**** AVAILABLE RECORDS
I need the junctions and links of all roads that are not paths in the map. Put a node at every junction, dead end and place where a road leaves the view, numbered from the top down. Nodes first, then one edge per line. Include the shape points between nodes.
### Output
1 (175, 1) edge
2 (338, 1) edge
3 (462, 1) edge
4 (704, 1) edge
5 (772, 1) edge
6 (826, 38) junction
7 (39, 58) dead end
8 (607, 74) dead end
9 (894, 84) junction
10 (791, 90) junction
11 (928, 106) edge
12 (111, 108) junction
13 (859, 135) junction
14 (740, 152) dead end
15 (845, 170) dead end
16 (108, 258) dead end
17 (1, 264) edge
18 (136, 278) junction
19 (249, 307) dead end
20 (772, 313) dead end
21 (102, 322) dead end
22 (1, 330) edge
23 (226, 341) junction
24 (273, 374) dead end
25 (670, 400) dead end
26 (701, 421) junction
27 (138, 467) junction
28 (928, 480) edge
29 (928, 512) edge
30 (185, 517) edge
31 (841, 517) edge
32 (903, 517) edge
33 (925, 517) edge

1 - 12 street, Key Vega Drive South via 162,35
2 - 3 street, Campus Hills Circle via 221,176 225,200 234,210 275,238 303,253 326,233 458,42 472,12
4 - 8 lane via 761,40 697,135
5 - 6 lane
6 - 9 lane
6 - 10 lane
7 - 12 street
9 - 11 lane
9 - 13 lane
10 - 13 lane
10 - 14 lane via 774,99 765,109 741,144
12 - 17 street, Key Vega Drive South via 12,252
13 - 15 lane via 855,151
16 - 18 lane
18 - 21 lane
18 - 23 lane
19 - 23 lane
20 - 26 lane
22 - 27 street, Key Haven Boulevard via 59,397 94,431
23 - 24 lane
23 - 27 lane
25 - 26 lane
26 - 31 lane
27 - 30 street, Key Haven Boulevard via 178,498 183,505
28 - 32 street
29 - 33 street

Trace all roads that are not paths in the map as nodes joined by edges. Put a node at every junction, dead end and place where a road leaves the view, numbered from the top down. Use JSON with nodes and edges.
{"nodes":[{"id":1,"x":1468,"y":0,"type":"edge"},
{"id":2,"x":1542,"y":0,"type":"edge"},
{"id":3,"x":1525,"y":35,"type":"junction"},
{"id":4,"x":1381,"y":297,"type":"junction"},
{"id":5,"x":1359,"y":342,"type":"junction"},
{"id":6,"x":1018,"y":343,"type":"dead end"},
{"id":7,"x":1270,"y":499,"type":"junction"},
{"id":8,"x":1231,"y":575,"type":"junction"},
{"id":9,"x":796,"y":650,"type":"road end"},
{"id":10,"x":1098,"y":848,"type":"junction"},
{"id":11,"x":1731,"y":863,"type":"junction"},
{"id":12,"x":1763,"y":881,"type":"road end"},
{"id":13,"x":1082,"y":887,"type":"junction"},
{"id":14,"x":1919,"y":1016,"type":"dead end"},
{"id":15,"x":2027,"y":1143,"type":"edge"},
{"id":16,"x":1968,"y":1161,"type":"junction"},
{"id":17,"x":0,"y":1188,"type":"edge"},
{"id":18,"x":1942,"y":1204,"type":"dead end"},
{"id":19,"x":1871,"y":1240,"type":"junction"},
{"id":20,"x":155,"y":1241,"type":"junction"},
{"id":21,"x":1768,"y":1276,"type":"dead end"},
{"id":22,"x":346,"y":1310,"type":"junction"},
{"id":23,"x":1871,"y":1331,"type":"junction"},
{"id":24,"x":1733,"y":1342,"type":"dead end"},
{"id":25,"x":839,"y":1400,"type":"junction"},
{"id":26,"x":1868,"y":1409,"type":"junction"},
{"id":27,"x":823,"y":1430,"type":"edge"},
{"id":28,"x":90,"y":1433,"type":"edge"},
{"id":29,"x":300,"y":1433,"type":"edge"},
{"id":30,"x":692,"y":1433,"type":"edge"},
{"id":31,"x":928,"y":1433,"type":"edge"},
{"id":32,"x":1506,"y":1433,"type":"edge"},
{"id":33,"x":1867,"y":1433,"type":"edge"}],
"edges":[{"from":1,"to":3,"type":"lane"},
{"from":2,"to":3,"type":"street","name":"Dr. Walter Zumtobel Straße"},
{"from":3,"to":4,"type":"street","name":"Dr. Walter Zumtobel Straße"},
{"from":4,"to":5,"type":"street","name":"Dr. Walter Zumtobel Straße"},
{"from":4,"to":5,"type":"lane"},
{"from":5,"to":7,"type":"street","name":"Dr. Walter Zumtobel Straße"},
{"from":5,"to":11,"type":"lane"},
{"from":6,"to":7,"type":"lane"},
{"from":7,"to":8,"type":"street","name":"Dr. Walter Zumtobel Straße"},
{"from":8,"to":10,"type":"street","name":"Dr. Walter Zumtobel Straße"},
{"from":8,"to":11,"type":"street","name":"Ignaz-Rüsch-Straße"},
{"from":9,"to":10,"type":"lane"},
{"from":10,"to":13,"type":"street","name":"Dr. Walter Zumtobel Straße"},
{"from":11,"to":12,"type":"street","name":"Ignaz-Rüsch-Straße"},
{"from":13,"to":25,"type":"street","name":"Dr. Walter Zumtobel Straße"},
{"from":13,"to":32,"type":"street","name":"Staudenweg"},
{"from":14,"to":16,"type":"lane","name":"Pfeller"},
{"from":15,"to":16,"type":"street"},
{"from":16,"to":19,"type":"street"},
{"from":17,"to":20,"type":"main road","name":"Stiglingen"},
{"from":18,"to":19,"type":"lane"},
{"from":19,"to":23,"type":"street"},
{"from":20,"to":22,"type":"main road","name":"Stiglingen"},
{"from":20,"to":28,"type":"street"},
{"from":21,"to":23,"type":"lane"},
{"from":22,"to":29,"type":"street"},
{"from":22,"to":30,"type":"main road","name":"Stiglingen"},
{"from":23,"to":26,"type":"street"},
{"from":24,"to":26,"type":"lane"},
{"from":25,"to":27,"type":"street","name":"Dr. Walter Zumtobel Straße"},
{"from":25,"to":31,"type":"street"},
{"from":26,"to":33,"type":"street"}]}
********
EXERCISE INSTRUCTIONS: Your answer must be every record above, retyped exactly.

SOLUTION TO THE EXERCISE:
I need the junctions and links of all roads that are not paths in the map. Put a node at every junction, dead end and place where a road leaves the view, numbered from the top down. Nodes first, then one edge per line. Include the shape points between nodes.
### Output
1 (175, 1) edge
2 (338, 1) edge
3 (462, 1) edge
4 (704, 1) edge
5 (772, 1) edge
6 (826, 38) junction
7 (39, 58) dead end
8 (607, 74) dead end
9 (894, 84) junction
10 (791, 90) junction
11 (928, 106) edge
12 (111, 108) junction
13 (859, 135) junction
14 (740, 152) dead end
15 (845, 170) dead end
16 (108, 258) dead end
17 (1, 264) edge
18 (136, 278) junction
19 (249, 307) dead end
20 (772, 313) dead end
21 (102, 322) dead end
22 (1, 330) edge
23 (226, 341) junction
24 (273, 374) dead end
25 (670, 400) dead end
26 (701, 421) junction
27 (138, 467) junction
28 (928, 480) edge
29 (928, 512) edge
30 (185, 517) edge
31 (841, 517) edge
32 (903, 517) edge
33 (925, 517) edge

1 - 12 street, Key Vega Drive South via 162,35
2 - 3 street, Campus Hills Circle via 221,176 225,200 234,210 275,238 303,253 326,233 458,42 472,12
4 - 8 lane via 761,40 697,135
5 - 6 lane
6 - 9 lane
6 - 10 lane
7 - 12 street
9 - 11 lane
9 - 13 lane
10 - 13 lane
10 - 14 lane via 774,99 765,109 741,144
12 - 17 street, Key Vega Drive South via 12,252
13 - 15 lane via 855,151
16 - 18 lane
18 - 21 lane
18 - 23 lane
19 - 23 lane
20 - 26 lane
22 - 27 street, Key Haven Boulevard via 59,397 94,431
23 - 24 lane
23 - 27 lane
25 - 26 lane
26 - 31 lane
27 - 30 street, Key Haven Boulevard via 178,498 183,505
28 - 32 street
29 - 33 street

Trace all roads that are not paths in the map as nodes joined by edges. Put a node at every junction, dead end and place where a road leaves the view, numbered from the top down. Use JSON with nodes and edges.
{"nodes":[{"id":1,"x":1468,"y":0,"type":"edge"},
{"id":2,"x":1542,"y":0,"type":"edge"},
{"id":3,"x":1525,"y":35,"type":"junction"},
{"id":4,"x":1381,"y":297,"type":"junction"},
{"id":5,"x":1359,"y":342,"type":"junction"},
{"id":6,"x":1018,"y":343,"type":"dead end"},
{"id":7,"x":1270,"y":499,"type":"junction"},
{"id":8,"x":1231,"y":575,"type":"junction"},
{"id":9,"x":796,"y":650,"type":"road end"},
{"id":10,"x":1098,"y":848,"type":"junction"},
{"id":11,"x":1731,"y":863,"type":"junction"},
{"id":12,"x":1763,"y":881,"type":"road end"},
{"id":13,"x":1082,"y":887,"type":"junction"},
{"id":14,"x":1919,"y":1016,"type":"dead end"},
{"id":15,"x":2027,"y":1143,"type":"edge"},
{"id":16,"x":1968,"y":1161,"type":"junction"},
{"id":17,"x":0,"y":1188,"type":"edge"},
{"id":18,"x":1942,"y":1204,"type":"dead end"},
{"id":19,"x":1871,"y":1240,"type":"junction"},
{"id":20,"x":155,"y":1241,"type":"junction"},
{"id":21,"x":1768,"y":1276,"type":"dead end"},
{"id":22,"x":346,"y":1310,"type":"junction"},
{"id":23,"x":1871,"y":1331,"type":"junction"},
{"id":24,"x":1733,"y":1342,"type":"dead end"},
{"id":25,"x":839,"y":1400,"type":"junction"},
{"id":26,"x":1868,"y":1409,"type":"junction"},
{"id":27,"x":823,"y":1430,"type":"edge"},
{"id":28,"x":90,"y":1433,"type":"edge"},
{"id":29,"x":300,"y":1433,"type":"edge"},
{"id":30,"x":692,"y":1433,"type":"edge"},
{"id":31,"x":928,"y":1433,"type":"edge"},
{"id":32,"x":1506,"y":1433,"type":"edge"},
{"id":33,"x":1867,"y":1433,"type":"edge"}],
"edges":[{"from":1,"to":3,"type":"lane"},
{"from":2,"to":3,"type":"street","name":"Dr. Walter Zumtobel Straße"},
{"from":3,"to":4,"type":"street","name":"Dr. Walter Zumtobel Straße"},
{"from":4,"to":5,"type":"street","name":"Dr. Walter Zumtobel Straße"},
{"from":4,"to":5,"type":"lane"},
{"from":5,"to":7,"type":"street","name":"Dr. Walter Zumtobel Straße"},
{"from":5,"to":11,"type":"lane"},
{"from":6,"to":7,"type":"lane"},
{"from":7,"to":8,"type":"street","name":"Dr. Walter Zumtobel Straße"},
{"from":8,"to":10,"type":"street","name":"Dr. Walter Zumtobel Straße"},
{"from":8,"to":11,"type":"street","name":"Ignaz-Rüsch-Straße"},
{"from":9,"to":10,"type":"lane"},
{"from":10,"to":13,"type":"street","name":"Dr. Walter Zumtobel Straße"},
{"from":11,"to":12,"type":"street","name":"Ignaz-Rüsch-Straße"},
{"from":13,"to":25,"type":"street","name":"Dr. Walter Zumtobel Straße"},
{"from":13,"to":32,"type":"street","name":"Staudenweg"},
{"from":14,"to":16,"type":"lane","name":"Pfeller"},
{"from":15,"to":16,"type":"street"},
{"from":16,"to":19,"type":"street"},
{"from":17,"to":20,"type":"main road","name":"Stiglingen"},
{"from":18,"to":19,"type":"lane"},
{"from":19,"to":23,"type":"street"},
{"from":20,"to":22,"type":"main road","name":"Stiglingen"},
{"from":20,"to":28,"type":"street"},
{"from":21,"to":23,"type":"lane"},
{"from":22,"to":29,"type":"street"},
{"from":22,"to":30,"type":"main road","name":"Stiglingen"},
{"from":23,"to":26,"type":"street"},
{"from":24,"to":26,"type":"lane"},
{"from":25,"to":27,"type":"street","name":"Dr. Walter Zumtobel Straße"},
{"from":25,"to":31,"type":"street"},
{"from":26,"to":33,"type":"street"}]}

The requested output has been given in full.